Records drawn from a dataset:

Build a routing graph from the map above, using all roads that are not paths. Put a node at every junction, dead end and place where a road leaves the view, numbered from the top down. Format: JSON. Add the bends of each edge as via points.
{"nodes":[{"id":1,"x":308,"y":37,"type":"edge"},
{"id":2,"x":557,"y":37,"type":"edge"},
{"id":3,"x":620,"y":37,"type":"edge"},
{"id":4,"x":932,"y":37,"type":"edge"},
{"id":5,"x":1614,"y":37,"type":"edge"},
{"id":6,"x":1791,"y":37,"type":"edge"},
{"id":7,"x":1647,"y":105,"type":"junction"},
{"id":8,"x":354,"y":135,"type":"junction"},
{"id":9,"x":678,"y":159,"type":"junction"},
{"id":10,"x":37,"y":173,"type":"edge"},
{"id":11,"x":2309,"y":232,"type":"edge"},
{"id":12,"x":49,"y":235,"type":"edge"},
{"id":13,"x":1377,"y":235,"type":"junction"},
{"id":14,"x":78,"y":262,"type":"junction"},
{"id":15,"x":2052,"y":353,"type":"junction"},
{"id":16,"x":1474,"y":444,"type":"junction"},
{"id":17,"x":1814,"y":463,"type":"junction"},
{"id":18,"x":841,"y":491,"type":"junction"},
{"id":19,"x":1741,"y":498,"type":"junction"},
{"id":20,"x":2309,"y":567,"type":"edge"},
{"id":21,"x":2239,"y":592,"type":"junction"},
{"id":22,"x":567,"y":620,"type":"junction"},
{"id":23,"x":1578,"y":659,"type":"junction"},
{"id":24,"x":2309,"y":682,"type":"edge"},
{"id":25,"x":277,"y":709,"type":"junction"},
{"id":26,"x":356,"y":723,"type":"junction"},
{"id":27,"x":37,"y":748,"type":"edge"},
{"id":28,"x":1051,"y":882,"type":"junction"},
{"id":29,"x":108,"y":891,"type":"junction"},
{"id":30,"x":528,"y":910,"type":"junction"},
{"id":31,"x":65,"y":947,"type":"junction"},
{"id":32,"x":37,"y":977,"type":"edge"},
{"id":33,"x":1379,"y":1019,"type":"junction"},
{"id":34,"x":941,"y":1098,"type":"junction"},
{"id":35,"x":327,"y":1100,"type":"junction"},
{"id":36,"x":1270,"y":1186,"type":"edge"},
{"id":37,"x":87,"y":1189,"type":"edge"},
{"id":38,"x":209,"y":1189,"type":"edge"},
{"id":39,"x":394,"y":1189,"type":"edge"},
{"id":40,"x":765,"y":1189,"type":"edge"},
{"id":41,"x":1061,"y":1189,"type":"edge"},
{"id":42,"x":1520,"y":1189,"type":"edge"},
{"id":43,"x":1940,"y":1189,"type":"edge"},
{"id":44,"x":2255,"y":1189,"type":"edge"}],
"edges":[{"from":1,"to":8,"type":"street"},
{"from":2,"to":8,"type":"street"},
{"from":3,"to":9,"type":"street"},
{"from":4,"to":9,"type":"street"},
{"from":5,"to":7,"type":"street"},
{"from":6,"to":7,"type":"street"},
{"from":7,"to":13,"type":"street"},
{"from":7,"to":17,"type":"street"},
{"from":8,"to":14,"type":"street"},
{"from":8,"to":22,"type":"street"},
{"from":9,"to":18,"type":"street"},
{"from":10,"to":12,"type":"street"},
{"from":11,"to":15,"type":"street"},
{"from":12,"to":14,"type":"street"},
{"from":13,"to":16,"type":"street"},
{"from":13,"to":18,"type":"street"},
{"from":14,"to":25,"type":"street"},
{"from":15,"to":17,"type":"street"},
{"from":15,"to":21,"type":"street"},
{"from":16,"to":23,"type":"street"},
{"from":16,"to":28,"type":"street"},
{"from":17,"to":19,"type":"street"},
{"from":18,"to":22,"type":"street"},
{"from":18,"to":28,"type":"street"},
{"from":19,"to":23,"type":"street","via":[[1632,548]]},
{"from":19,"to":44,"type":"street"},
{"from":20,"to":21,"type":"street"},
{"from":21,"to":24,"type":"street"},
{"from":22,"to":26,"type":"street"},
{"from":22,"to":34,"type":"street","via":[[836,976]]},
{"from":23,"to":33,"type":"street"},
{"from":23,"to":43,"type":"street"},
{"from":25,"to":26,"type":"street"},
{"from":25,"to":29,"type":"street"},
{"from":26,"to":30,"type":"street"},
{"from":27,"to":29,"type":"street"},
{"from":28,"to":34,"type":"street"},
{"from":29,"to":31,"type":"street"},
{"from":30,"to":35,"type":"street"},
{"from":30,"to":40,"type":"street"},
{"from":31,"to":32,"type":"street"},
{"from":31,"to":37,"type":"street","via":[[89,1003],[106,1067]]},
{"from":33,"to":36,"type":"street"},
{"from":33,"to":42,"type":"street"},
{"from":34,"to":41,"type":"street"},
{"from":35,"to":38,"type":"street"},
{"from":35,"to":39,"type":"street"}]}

**EXERCISE AIM:**
Reproduce the entries so that each line reads exactly as it did before.

**SOLUTION TO THIS EXERCISE:**
Build a routing graph from the map above, using all roads that are not paths. Put a node at every junction, dead end and place where a road leaves the view, numbered from the top down. Format: JSON. Add the bends of each edge as via points.
{"nodes":[{"id":1,"x":308,"y":37,"type":"edge"},
{"id":2,"x":557,"y":37,"type":"edge"},
{"id":3,"x":620,"y":37,"type":"edge"},
{"id":4,"x":932,"y":37,"type":"edge"},
{"id":5,"x":1614,"y":37,"type":"edge"},
{"id":6,"x":1791,"y":37,"type":"edge"},
{"id":7,"x":1647,"y":105,"type":"junction"},
{"id":8,"x":354,"y":135,"type":"junction"},
{"id":9,"x":678,"y":159,"type":"junction"},
{"id":10,"x":37,"y":173,"type":"edge"},
{"id":11,"x":2309,"y":232,"type":"edge"},
{"id":12,"x":49,"y":235,"type":"edge"},
{"id":13,"x":1377,"y":235,"type":"junction"},
{"id":14,"x":78,"y":262,"type":"junction"},
{"id":15,"x":2052,"y":353,"type":"junction"},
{"id":16,"x":1474,"y":444,"type":"junction"},
{"id":17,"x":1814,"y":463,"type":"junction"},
{"id":18,"x":841,"y":491,"type":"junction"},
{"id":19,"x":1741,"y":498,"type":"junction"},
{"id":20,"x":2309,"y":567,"type":"edge"},
{"id":21,"x":2239,"y":592,"type":"junction"},
{"id":22,"x":567,"y":620,"type":"junction"},
{"id":23,"x":1578,"y":659,"type":"junction"},
{"id":24,"x":2309,"y":682,"type":"edge"},
{"id":25,"x":277,"y":709,"type":"junction"},
{"id":26,"x":356,"y":723,"type":"junction"},
{"id":27,"x":37,"y":748,"type":"edge"},
{"id":28,"x":1051,"y":882,"type":"junction"},
{"id":29,"x":108,"y":891,"type":"junction"},
{"id":30,"x":528,"y":910,"type":"junction"},
{"id":31,"x":65,"y":947,"type":"junction"},
{"id":32,"x":37,"y":977,"type":"edge"},
{"id":33,"x":1379,"y":1019,"type":"junction"},
{"id":34,"x":941,"y":1098,"type":"junction"},
{"id":35,"x":327,"y":1100,"type":"junction"},
{"id":36,"x":1270,"y":1186,"type":"edge"},
{"id":37,"x":87,"y":1189,"type":"edge"},
{"id":38,"x":209,"y":1189,"type":"edge"},
{"id":39,"x":394,"y":1189,"type":"edge"},
{"id":40,"x":765,"y":1189,"type":"edge"},
{"id":41,"x":1061,"y":1189,"type":"edge"},
{"id":42,"x":1520,"y":1189,"type":"edge"},
{"id":43,"x":1940,"y":1189,"type":"edge"},
{"id":44,"x":2255,"y":1189,"type":"edge"}],
"edges":[{"from":1,"to":8,"type":"street"},
{"from":2,"to":8,"type":"street"},
{"from":3,"to":9,"type":"street"},
{"from":4,"to":9,"type":"street"},
{"from":5,"to":7,"type":"street"},
{"from":6,"to":7,"type":"street"},
{"from":7,"to":13,"type":"street"},
{"from":7,"to":17,"type":"street"},
{"from":8,"to":14,"type":"street"},
{"from":8,"to":22,"type":"street"},
{"from":9,"to":18,"type":"street"},
{"from":10,"to":12,"type":"street"},
{"from":11,"to":15,"type":"street"},
{"from":12,"to":14,"type":"street"},
{"from":13,"to":16,"type":"street"},
{"from":13,"to":18,"type":"street"},
{"from":14,"to":25,"type":"street"},
{"from":15,"to":17,"type":"street"},
{"from":15,"to":21,"type":"street"},
{"from":16,"to":23,"type":"street"},
{"from":16,"to":28,"type":"street"},
{"from":17,"to":19,"type":"street"},
{"from":18,"to":22,"type":"street"},
{"from":18,"to":28,"type":"street"},
{"from":19,"to":23,"type":"street","via":[[1632,548]]},
{"from":19,"to":44,"type":"street"},
{"from":20,"to":21,"type":"street"},
{"from":21,"to":24,"type":"street"},
{"from":22,"to":26,"type":"street"},
{"from":22,"to":34,"type":"street","via":[[836,976]]},
{"from":23,"to":33,"type":"street"},
{"from":23,"to":43,"type":"street"},
{"from":25,"to":26,"type":"street"},
{"from":25,"to":29,"type":"street"},
{"from":26,"to":30,"type":"street"},
{"from":27,"to":29,"type":"street"},
{"from":28,"to":34,"type":"street"},
{"from":29,"to":31,"type":"street"},
{"from":30,"to":35,"type":"street"},
{"from":30,"to":40,"type":"street"},
{"from":31,"to":32,"type":"street"},
{"from":31,"to":37,"type":"street","via":[[89,1003],[106,1067]]},
{"from":33,"to":36,"type":"street"},
{"from":33,"to":42,"type":"street"},
{"from":34,"to":41,"type":"street"},
{"from":35,"to":38,"type":"street"},
{"from":35,"to":39,"type":"street"}]}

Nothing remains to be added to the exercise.